3) The Civil Division, which has a Small Claims subdivision and a Large Claims subdivision.
4) The Juvenile Division, which has a CHIPS and Delinquency subdivision and a TPR subdivision.
Each of these subdivisions has multiple proceedings in which the trial judge has specific obligations and conditions precedent to meet. Failure to comply with the specific obligations attending the particular proceeding will result in reversal.
In order to ensure that all of a judge's responsibilities are met, I have prepared Checklists and Outlines. The Checklists set forth the obligations of the trial judge with respect to properly conducting a hearing. The Outlines set forth the law and legal principles that govern the proceeding. An understanding of the law set forth in the outline is necessary in order to properly meet the obligations of the trial judge set forth in the checklist. Checklists and Outlines go hand in hand and I routinely share them with my judicial colleagues throughout the State.
Examples of materials in outlines would include:
1) The substantive as well as procedural law pertaining to TPR cases.
2) The substantive as well as procedural law pertaining to Divorce cases.
3) The substantive as well as procedural law pertaining to guilty pleas in a Criminal case.
4) The substantive as well as procedural law pertaining to Guardianship and Protective Placement Probate cases.
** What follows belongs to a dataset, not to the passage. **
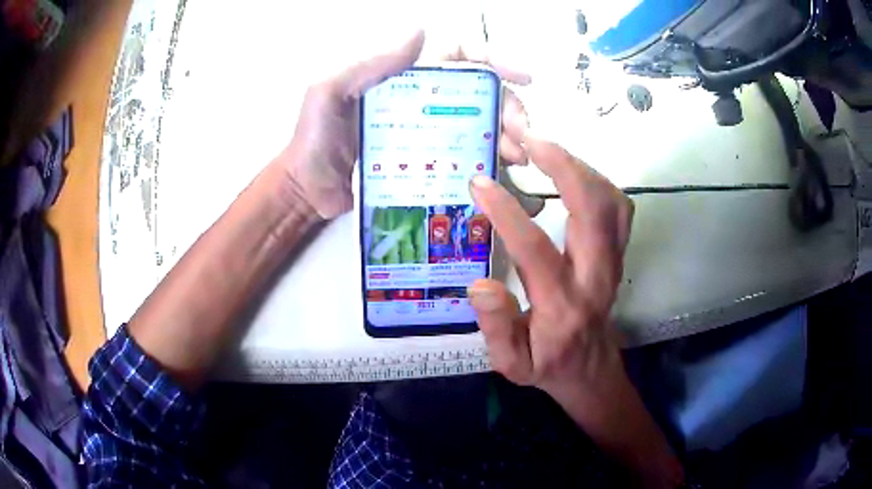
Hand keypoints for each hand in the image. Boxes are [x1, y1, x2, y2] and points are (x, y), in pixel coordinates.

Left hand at [276, 32, 531, 219]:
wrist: (307, 190)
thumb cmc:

Examples of Checklists would include:
1) The Findings of Fact/Conclusion of Law/Judgment with respect to Guardianship and Protective Placement cases. This checklist sets forth in detail everything that a judge must find in order to make a decision.
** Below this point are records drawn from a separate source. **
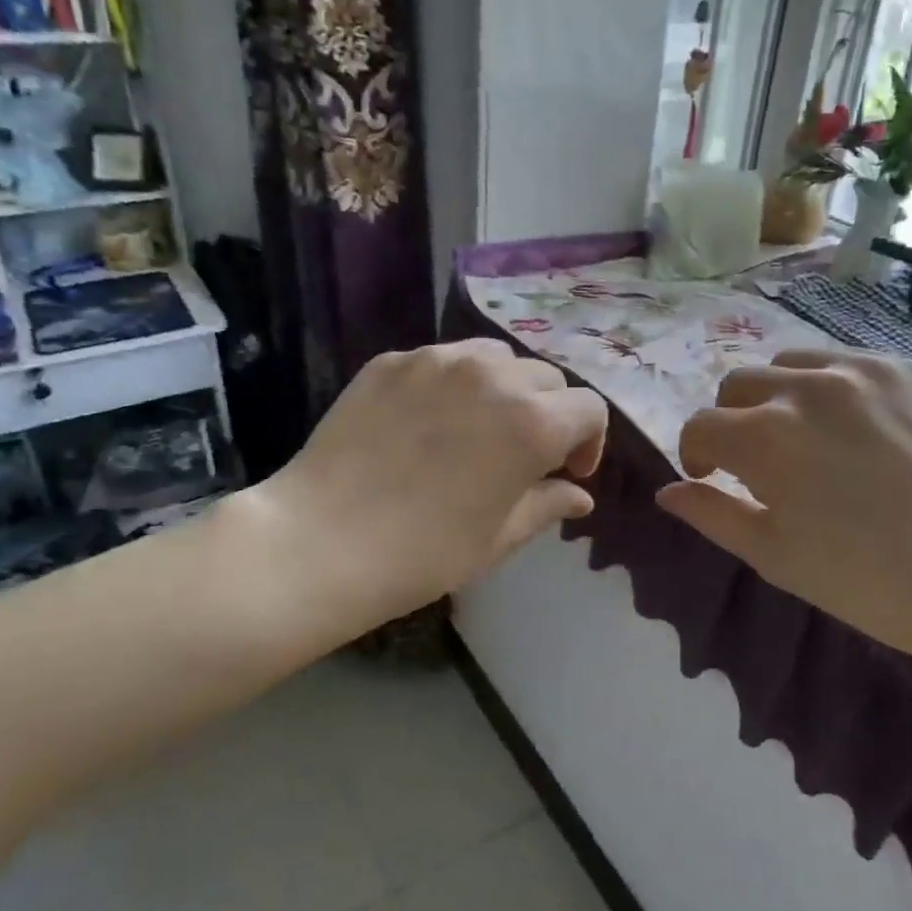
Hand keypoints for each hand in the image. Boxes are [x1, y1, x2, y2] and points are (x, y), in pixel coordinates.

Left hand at [245, 339, 607, 643]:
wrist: (322, 541)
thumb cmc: (424, 553)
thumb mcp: (499, 536)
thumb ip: (548, 505)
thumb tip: (579, 496)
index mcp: (533, 422)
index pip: (589, 408)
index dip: (588, 441)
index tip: (567, 472)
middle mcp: (493, 375)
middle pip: (545, 379)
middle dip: (548, 413)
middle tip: (523, 454)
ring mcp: (437, 361)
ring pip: (495, 357)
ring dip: (503, 388)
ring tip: (478, 426)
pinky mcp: (391, 361)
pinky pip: (442, 361)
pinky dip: (452, 384)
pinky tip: (426, 421)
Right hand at [656, 349, 911, 677]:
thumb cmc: (869, 582)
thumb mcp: (774, 555)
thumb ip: (711, 514)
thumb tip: (666, 492)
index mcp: (766, 435)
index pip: (701, 426)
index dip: (696, 454)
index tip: (709, 478)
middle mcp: (808, 386)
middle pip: (737, 384)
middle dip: (731, 421)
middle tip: (755, 462)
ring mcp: (865, 371)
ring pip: (790, 365)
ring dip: (778, 397)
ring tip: (804, 437)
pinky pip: (848, 364)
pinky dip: (834, 390)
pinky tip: (858, 431)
2) The Voluntary Consent Colloquy that a trial judge must engage in with a parent who wants to give up his/her parental rights. This includes approximately 75 questions that a judge should ask a parent to ensure that his/her decision is being freely, voluntarily, intelligently and understandingly made. It also includes approximately 15 questions that a judge should ask the attorney for the parent to ensure that the attorney has done his/her job in providing effective representation for the parent.
3) The Guilty Plea Colloquy that a trial judge must engage in with a person who wants to plead guilty to a crime. It includes questions required by statute and appellate courts in order to ensure that the plea is being made freely, voluntarily, intelligently and understandingly.
4) The Findings of Fact/Conclusion of Law/Judgment with respect to a Divorce case. Following this Checklist will ensure that all of the proper questions are asked and necessary findings are made.
It is impossible for a judge to keep all of the requisite questions in his or her mind given the myriad proceedings that a judge presides over every single day. By using Outlines -- to understand the law -- and Checklists -- to ensure asking the right questions, the trial judge can better ensure a just result and finality to the proceedings.